▶ [Directions for this task]
An exact copy of every entry is the answer here, with no pictures.

[Collected data entries]

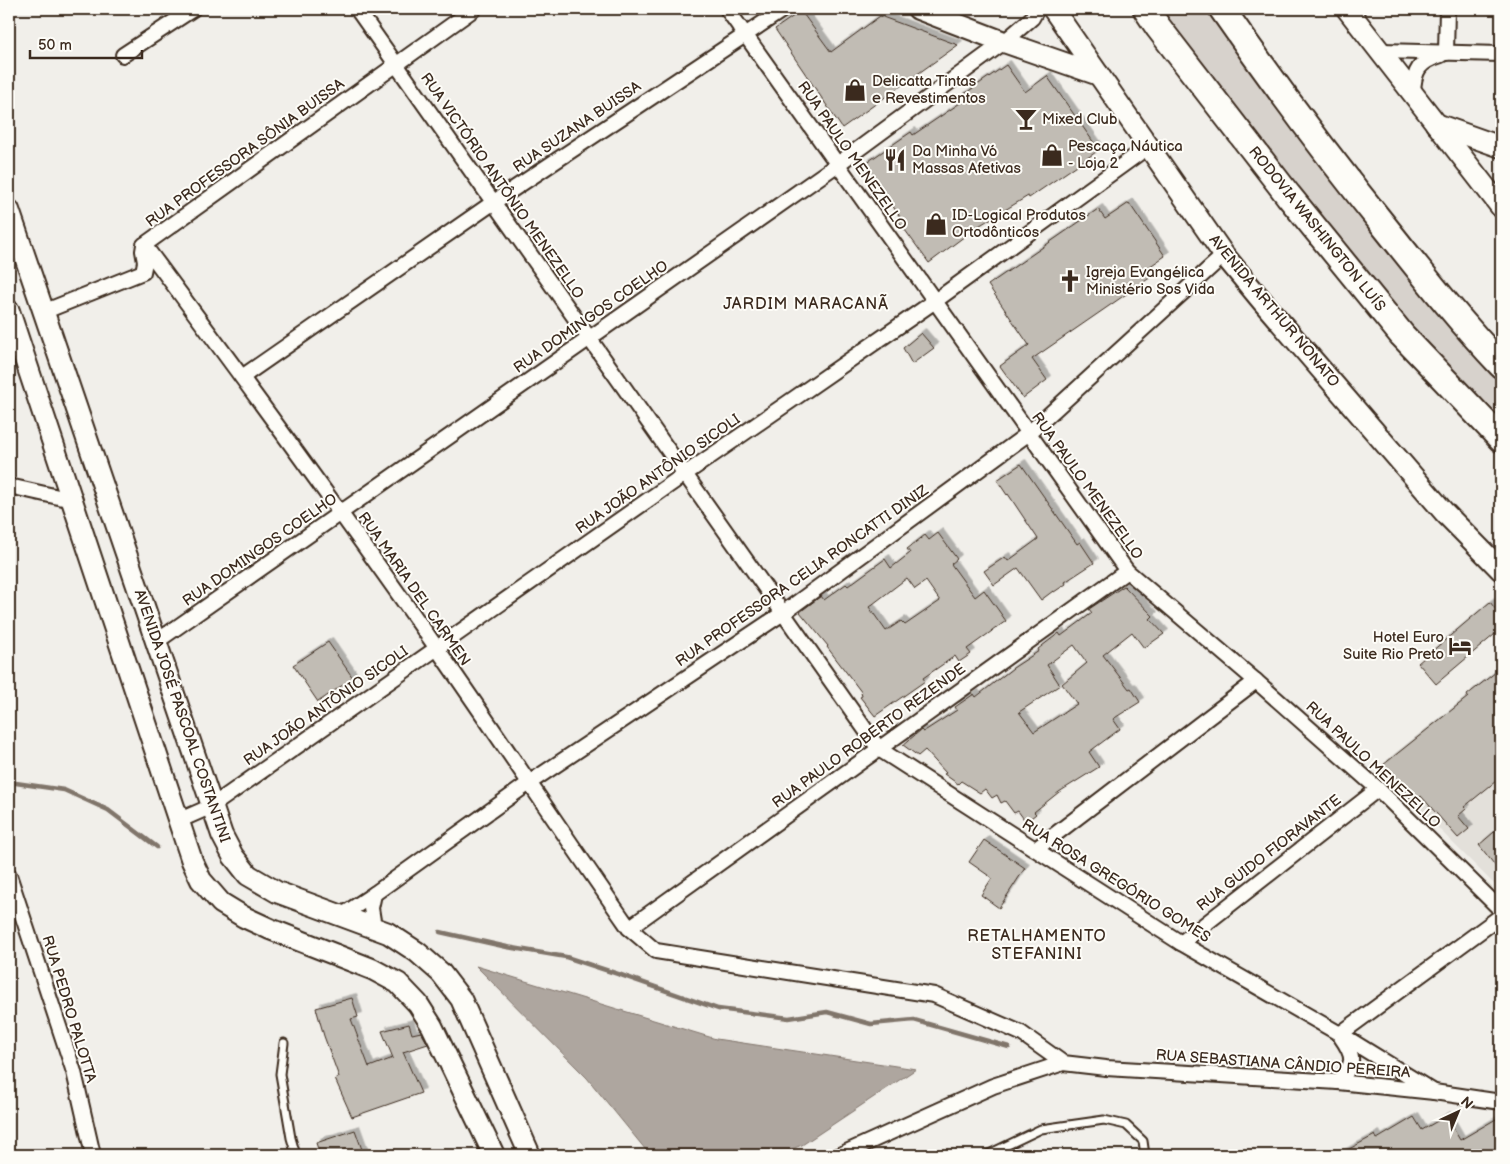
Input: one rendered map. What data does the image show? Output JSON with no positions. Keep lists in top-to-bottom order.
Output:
{
  "streets": {
    "highway": ["RODOVIA WASHINGTON LUÍS"],
    "main road": ["AVENIDA ARTHUR NONATO", "AVENIDA JOSÉ PASCOAL COSTANTINI"],
    "street": [
      "RUA SUZANA BUISSA",
      "RUA PROFESSORA SÔNIA BUISSA",
      "RUA PAULO MENEZELLO",
      "RUA VICTÓRIO ANTÔNIO MENEZELLO",
      "RUA DOMINGOS COELHO",
      "RUA JOÃO ANTÔNIO SICOLI",
      "RUA PROFESSORA CELIA RONCATTI DINIZ",
      "RUA MARIA DEL CARMEN",
      "RUA PAULO ROBERTO REZENDE",
      "RUA GUIDO FIORAVANTE",
      "RUA ROSA GREGÓRIO GOMES",
      "RUA PEDRO PALOTTA",
      "RUA SEBASTIANA CÂNDIO PEREIRA"
    ]
  },
  "crossings": [
    ["RUA SUZANA BUISSA", "RUA PAULO MENEZELLO"],
    ["RUA SUZANA BUISSA", "RUA VICTÓRIO ANTÔNIO MENEZELLO"],
    ["RUA SUZANA BUISSA", "RUA MARIA DEL CARMEN"],
    ["RUA PROFESSORA SÔNIA BUISSA", "RUA VICTÓRIO ANTÔNIO MENEZELLO"],
    ["RUA PROFESSORA SÔNIA BUISSA", "RUA MARIA DEL CARMEN"],
    ["RUA PROFESSORA SÔNIA BUISSA", "AVENIDA JOSÉ PASCOAL COSTANTINI"],
    ["RUA PAULO MENEZELLO", "RUA DOMINGOS COELHO"],
    ["RUA PAULO MENEZELLO", "RUA JOÃO ANTÔNIO SICOLI"],
    ["RUA PAULO MENEZELLO", "RUA PROFESSORA CELIA RONCATTI DINIZ"],
    ["RUA PAULO MENEZELLO", "RUA PAULO ROBERTO REZENDE"],
    ["RUA PAULO MENEZELLO", "RUA GUIDO FIORAVANTE"],
    ["RUA VICTÓRIO ANTÔNIO MENEZELLO", "RUA DOMINGOS COELHO"],
    ["RUA VICTÓRIO ANTÔNIO MENEZELLO", "RUA JOÃO ANTÔNIO SICOLI"],
    ["RUA VICTÓRIO ANTÔNIO MENEZELLO", "RUA PROFESSORA CELIA RONCATTI DINIZ"],
    ["RUA VICTÓRIO ANTÔNIO MENEZELLO", "RUA PAULO ROBERTO REZENDE"],
    ["RUA VICTÓRIO ANTÔNIO MENEZELLO", "RUA ROSA GREGÓRIO GOMES"],
    ["AVENIDA ARTHUR NONATO", "RUA JOÃO ANTÔNIO SICOLI"],
    ["AVENIDA ARTHUR NONATO", "RUA PROFESSORA CELIA RONCATTI DINIZ"],
    ["RUA DOMINGOS COELHO", "RUA MARIA DEL CARMEN"],
    ["RUA DOMINGOS COELHO", "AVENIDA JOSÉ PASCOAL COSTANTINI"],
    ["RUA JOÃO ANTÔNIO SICOLI", "RUA MARIA DEL CARMEN"],
    ["RUA JOÃO ANTÔNIO SICOLI", "AVENIDA JOSÉ PASCOAL COSTANTINI"],
    ["RUA PROFESSORA CELIA RONCATTI DINIZ", "RUA MARIA DEL CARMEN"],
    ["RUA PROFESSORA CELIA RONCATTI DINIZ", "AVENIDA JOSÉ PASCOAL COSTANTINI"],
    ["RUA MARIA DEL CARMEN", "RUA PAULO ROBERTO REZENDE"],
    ["RUA MARIA DEL CARMEN", "RUA SEBASTIANA CÂNDIO PEREIRA"],
    ["RUA PAULO ROBERTO REZENDE", "RUA ROSA GREGÓRIO GOMES"],
    ["RUA GUIDO FIORAVANTE", "RUA ROSA GREGÓRIO GOMES"],
    ["RUA ROSA GREGÓRIO GOMES", "RUA SEBASTIANA CÂNDIO PEREIRA"]
  ],
  "districts": ["JARDIM MARACANÃ", "RETALHAMENTO STEFANINI"],
  "places": {
    "shop": ["Delicatta Tintas e Revestimentos", "Pescaça Náutica - Loja 2", "ID-Logical Produtos Ortodônticos"],
    "bar": ["Mixed Club"],
    "restaurant": ["Da Minha Vó Massas Afetivas"],
    "church": ["Igreja Evangélica Ministério Sos Vida"],
    "hotel": ["Hotel Euro Suite Rio Preto"]
  },
  "scale_bar": "50 m",
  "north": "top right"
}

▶ [Exercise solution]
Input: one rendered map. What data does the image show? Output JSON with no positions. Keep lists in top-to-bottom order.
Output:
{
  "streets": {
    "highway": ["RODOVIA WASHINGTON LUÍS"],
    "main road": ["AVENIDA ARTHUR NONATO", "AVENIDA JOSÉ PASCOAL COSTANTINI"],
    "street": [
      "RUA SUZANA BUISSA",
      "RUA PROFESSORA SÔNIA BUISSA",
      "RUA PAULO MENEZELLO",
      "RUA VICTÓRIO ANTÔNIO MENEZELLO",
      "RUA DOMINGOS COELHO",
      "RUA JOÃO ANTÔNIO SICOLI",
      "RUA PROFESSORA CELIA RONCATTI DINIZ",
      "RUA MARIA DEL CARMEN",
      "RUA PAULO ROBERTO REZENDE",
      "RUA GUIDO FIORAVANTE",
      "RUA ROSA GREGÓRIO GOMES",
      "RUA PEDRO PALOTTA",
      "RUA SEBASTIANA CÂNDIO PEREIRA"
    ]
  },
  "crossings": [
    ["RUA SUZANA BUISSA", "RUA PAULO MENEZELLO"],
    ["RUA SUZANA BUISSA", "RUA VICTÓRIO ANTÔNIO MENEZELLO"],
    ["RUA SUZANA BUISSA", "RUA MARIA DEL CARMEN"],
    ["RUA PROFESSORA SÔNIA BUISSA", "RUA VICTÓRIO ANTÔNIO MENEZELLO"],
    ["RUA PROFESSORA SÔNIA BUISSA", "RUA MARIA DEL CARMEN"],
    ["RUA PROFESSORA SÔNIA BUISSA", "AVENIDA JOSÉ PASCOAL COSTANTINI"],
    ["RUA PAULO MENEZELLO", "RUA DOMINGOS COELHO"],
    ["RUA PAULO MENEZELLO", "RUA JOÃO ANTÔNIO SICOLI"],
    ["RUA PAULO MENEZELLO", "RUA PROFESSORA CELIA RONCATTI DINIZ"],
    ["RUA PAULO MENEZELLO", "RUA PAULO ROBERTO REZENDE"],
    ["RUA PAULO MENEZELLO", "RUA GUIDO FIORAVANTE"],
    ["RUA VICTÓRIO ANTÔNIO MENEZELLO", "RUA DOMINGOS COELHO"],
    ["RUA VICTÓRIO ANTÔNIO MENEZELLO", "RUA JOÃO ANTÔNIO SICOLI"],
    ["RUA VICTÓRIO ANTÔNIO MENEZELLO", "RUA PROFESSORA CELIA RONCATTI DINIZ"],
    ["RUA VICTÓRIO ANTÔNIO MENEZELLO", "RUA PAULO ROBERTO REZENDE"],
    ["RUA VICTÓRIO ANTÔNIO MENEZELLO", "RUA ROSA GREGÓRIO GOMES"],
    ["AVENIDA ARTHUR NONATO", "RUA JOÃO ANTÔNIO SICOLI"],
    ["AVENIDA ARTHUR NONATO", "RUA PROFESSORA CELIA RONCATTI DINIZ"],
    ["RUA DOMINGOS COELHO", "RUA MARIA DEL CARMEN"],
    ["RUA DOMINGOS COELHO", "AVENIDA JOSÉ PASCOAL COSTANTINI"],
    ["RUA JOÃO ANTÔNIO SICOLI", "RUA MARIA DEL CARMEN"],
    ["RUA JOÃO ANTÔNIO SICOLI", "AVENIDA JOSÉ PASCOAL COSTANTINI"],
    ["RUA PROFESSORA CELIA RONCATTI DINIZ", "RUA MARIA DEL CARMEN"],
    ["RUA PROFESSORA CELIA RONCATTI DINIZ", "AVENIDA JOSÉ PASCOAL COSTANTINI"],
    ["RUA MARIA DEL CARMEN", "RUA PAULO ROBERTO REZENDE"],
    ["RUA MARIA DEL CARMEN", "RUA SEBASTIANA CÂNDIO PEREIRA"],
    ["RUA PAULO ROBERTO REZENDE", "RUA ROSA GREGÓRIO GOMES"],
    ["RUA GUIDO FIORAVANTE", "RUA ROSA GREGÓRIO GOMES"],
    ["RUA ROSA GREGÓRIO GOMES", "RUA SEBASTIANA CÂNDIO PEREIRA"]
  ],
  "districts": ["JARDIM MARACANÃ", "RETALHAMENTO STEFANINI"],
  "places": {
    "shop": ["Delicatta Tintas e Revestimentos", "Pescaça Náutica - Loja 2", "ID-Logical Produtos Ortodônticos"],
    "bar": ["Mixed Club"],
    "restaurant": ["Da Minha Vó Massas Afetivas"],
    "church": ["Igreja Evangélica Ministério Sos Vida"],
    "hotel": ["Hotel Euro Suite Rio Preto"]
  },
  "scale_bar": "50 m",
  "north": "top right"
}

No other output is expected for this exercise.